### EXERCISE OBJECTIVE:
Report each line of the entries that contains the word "path", copied in full.

'''

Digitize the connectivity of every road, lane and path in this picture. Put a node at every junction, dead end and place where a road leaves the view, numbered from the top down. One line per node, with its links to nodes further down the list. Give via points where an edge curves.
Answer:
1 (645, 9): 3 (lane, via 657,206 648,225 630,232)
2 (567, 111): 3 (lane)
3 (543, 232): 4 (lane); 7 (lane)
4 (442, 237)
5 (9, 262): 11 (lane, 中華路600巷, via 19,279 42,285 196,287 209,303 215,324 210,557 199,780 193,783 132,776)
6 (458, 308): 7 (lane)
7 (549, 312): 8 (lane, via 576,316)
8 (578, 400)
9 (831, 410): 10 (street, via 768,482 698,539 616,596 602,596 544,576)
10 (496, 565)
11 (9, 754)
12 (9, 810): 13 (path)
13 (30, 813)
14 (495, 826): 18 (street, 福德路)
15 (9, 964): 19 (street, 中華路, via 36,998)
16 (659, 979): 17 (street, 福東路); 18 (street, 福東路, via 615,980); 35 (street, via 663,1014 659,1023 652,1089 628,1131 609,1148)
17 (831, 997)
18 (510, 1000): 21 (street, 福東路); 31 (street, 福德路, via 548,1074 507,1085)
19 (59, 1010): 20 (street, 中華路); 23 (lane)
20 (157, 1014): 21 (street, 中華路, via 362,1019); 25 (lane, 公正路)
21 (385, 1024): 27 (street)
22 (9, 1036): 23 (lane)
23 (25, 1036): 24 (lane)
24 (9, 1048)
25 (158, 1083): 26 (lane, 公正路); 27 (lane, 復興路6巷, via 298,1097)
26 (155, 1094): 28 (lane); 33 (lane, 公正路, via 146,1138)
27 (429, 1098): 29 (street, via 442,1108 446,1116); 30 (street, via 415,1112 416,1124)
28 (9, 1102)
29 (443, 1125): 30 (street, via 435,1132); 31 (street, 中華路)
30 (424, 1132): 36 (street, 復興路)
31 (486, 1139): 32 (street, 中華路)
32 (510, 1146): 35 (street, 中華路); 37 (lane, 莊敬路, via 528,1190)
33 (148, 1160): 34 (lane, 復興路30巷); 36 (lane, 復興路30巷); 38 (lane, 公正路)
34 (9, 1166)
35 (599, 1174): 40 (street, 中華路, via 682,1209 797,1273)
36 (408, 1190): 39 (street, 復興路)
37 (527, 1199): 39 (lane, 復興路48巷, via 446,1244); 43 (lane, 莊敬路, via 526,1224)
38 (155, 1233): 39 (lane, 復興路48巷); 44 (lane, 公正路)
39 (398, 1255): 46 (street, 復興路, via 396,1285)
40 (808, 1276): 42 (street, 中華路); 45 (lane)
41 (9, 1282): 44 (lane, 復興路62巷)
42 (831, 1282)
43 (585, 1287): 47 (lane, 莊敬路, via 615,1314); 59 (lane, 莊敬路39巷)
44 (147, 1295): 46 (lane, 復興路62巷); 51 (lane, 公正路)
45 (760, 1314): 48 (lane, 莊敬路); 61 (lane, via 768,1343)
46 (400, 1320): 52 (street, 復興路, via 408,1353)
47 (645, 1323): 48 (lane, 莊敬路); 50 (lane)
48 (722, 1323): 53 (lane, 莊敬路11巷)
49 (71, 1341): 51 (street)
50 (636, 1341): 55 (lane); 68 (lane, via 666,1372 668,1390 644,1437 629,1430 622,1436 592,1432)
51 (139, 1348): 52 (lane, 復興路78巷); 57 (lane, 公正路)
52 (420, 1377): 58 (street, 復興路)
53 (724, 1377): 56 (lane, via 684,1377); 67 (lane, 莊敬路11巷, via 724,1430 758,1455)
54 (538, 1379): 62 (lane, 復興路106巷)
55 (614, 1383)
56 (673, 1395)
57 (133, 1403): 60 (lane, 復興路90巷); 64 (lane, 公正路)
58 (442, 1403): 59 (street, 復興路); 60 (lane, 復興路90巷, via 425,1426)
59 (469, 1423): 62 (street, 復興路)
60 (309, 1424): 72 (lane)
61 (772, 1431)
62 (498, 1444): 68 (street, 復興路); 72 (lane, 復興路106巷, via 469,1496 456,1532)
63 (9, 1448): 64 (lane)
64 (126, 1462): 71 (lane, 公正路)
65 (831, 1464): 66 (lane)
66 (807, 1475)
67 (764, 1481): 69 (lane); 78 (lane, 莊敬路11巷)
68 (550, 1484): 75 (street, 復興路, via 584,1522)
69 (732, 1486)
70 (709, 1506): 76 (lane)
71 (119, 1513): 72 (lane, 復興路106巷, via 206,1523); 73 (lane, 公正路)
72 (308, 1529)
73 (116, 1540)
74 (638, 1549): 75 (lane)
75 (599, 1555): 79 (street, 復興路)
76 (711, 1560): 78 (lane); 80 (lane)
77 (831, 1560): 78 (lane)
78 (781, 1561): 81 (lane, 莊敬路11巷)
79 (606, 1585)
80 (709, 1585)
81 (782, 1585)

'''

### PROBLEM SOLUTION:
Digitize the connectivity of every road, lane and path in this picture. Put a node at every junction, dead end and place where a road leaves the view, numbered from the top down. One line per node, with its links to nodes further down the list. Give via points where an edge curves.
12 (9, 810): 13 (path)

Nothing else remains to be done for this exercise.